I would not cut into the tank . . . or even want to use power tools around it. Remember, it is still quite the 'bomb' in its current state.

My only idea, and something that I am not sure I have seen in any of the pictures so far, is wedge boards at both rear corners of the tank pounded in so that they are putting constant upward force on the tank.

With constant force on the rear of the tank, it should give you a bit more daylight to get some scraping or cutting tools further in along the bottom of the tank. It may actually be more practical or effective to scrape the foam away from the bottom of the hull rather than the tank. The whole idea is to progressively reduce the area of the foam that is holding down the tank to the hull.

As you gain on it then add more wedge boards at the corners of the tank to continually keep upward pressure on the corners of the tank. At some point, you could get the 2x4 under the tank and pry upward from the keel.

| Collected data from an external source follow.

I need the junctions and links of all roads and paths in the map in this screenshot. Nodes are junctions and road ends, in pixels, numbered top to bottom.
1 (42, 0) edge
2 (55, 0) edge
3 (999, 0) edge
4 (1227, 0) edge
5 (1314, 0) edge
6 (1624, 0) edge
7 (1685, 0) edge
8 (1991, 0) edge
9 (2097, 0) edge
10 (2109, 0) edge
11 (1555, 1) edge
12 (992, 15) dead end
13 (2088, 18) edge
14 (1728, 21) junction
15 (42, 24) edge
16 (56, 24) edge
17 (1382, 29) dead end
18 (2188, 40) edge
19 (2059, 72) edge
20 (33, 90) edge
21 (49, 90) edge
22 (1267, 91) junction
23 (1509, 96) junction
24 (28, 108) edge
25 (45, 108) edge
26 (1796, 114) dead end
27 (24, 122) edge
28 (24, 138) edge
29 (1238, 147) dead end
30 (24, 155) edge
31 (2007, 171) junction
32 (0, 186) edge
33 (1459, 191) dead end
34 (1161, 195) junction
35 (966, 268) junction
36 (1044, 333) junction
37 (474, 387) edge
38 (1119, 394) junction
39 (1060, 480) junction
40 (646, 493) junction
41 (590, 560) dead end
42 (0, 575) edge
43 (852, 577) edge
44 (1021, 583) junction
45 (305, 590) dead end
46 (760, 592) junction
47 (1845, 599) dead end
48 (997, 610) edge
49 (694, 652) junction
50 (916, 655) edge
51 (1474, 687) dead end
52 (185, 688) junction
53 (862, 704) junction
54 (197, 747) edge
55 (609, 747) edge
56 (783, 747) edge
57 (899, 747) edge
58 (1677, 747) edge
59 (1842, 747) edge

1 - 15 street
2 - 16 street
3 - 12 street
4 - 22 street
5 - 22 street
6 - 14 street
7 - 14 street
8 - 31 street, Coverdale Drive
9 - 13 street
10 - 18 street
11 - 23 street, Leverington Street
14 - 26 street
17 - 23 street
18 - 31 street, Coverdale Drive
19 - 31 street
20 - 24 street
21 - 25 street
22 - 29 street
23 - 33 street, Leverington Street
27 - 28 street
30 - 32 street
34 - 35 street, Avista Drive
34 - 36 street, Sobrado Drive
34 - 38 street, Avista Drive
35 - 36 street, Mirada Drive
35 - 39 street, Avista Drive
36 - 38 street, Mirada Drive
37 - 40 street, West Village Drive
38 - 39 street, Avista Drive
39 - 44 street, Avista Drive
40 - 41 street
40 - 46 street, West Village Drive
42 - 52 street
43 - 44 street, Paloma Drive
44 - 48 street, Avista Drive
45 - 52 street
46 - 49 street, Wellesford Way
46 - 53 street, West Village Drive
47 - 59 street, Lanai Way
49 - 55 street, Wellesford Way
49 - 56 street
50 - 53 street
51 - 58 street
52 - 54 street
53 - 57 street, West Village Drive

Keep in mind that the tank probably has 1800 sq. inches of area holding it to the hull and the foam is probably good for holding 5-10 lbs per sq. in. So that is 9,000 - 18,000 lbs of force.

It sounds like you have cut about 1/2 of the area from the access along the port side. So, I would be wedging boards on the starboard rear corner and then wedging some at the port rear corner to see if you can get the tank to start separating from the foam.

Even if you scrap the tank by cutting it . . . you will still have to lift many thousand pounds via a chain.

BTW - I did find a thread on a Bayliner forum (IIRC) where someone did exactly that, cut open the tank to run a chain through, but it did not matter, because the tank was already perforated from corrosion.

Hopefully, your tank will be usable and save you about $1500 total for a new one.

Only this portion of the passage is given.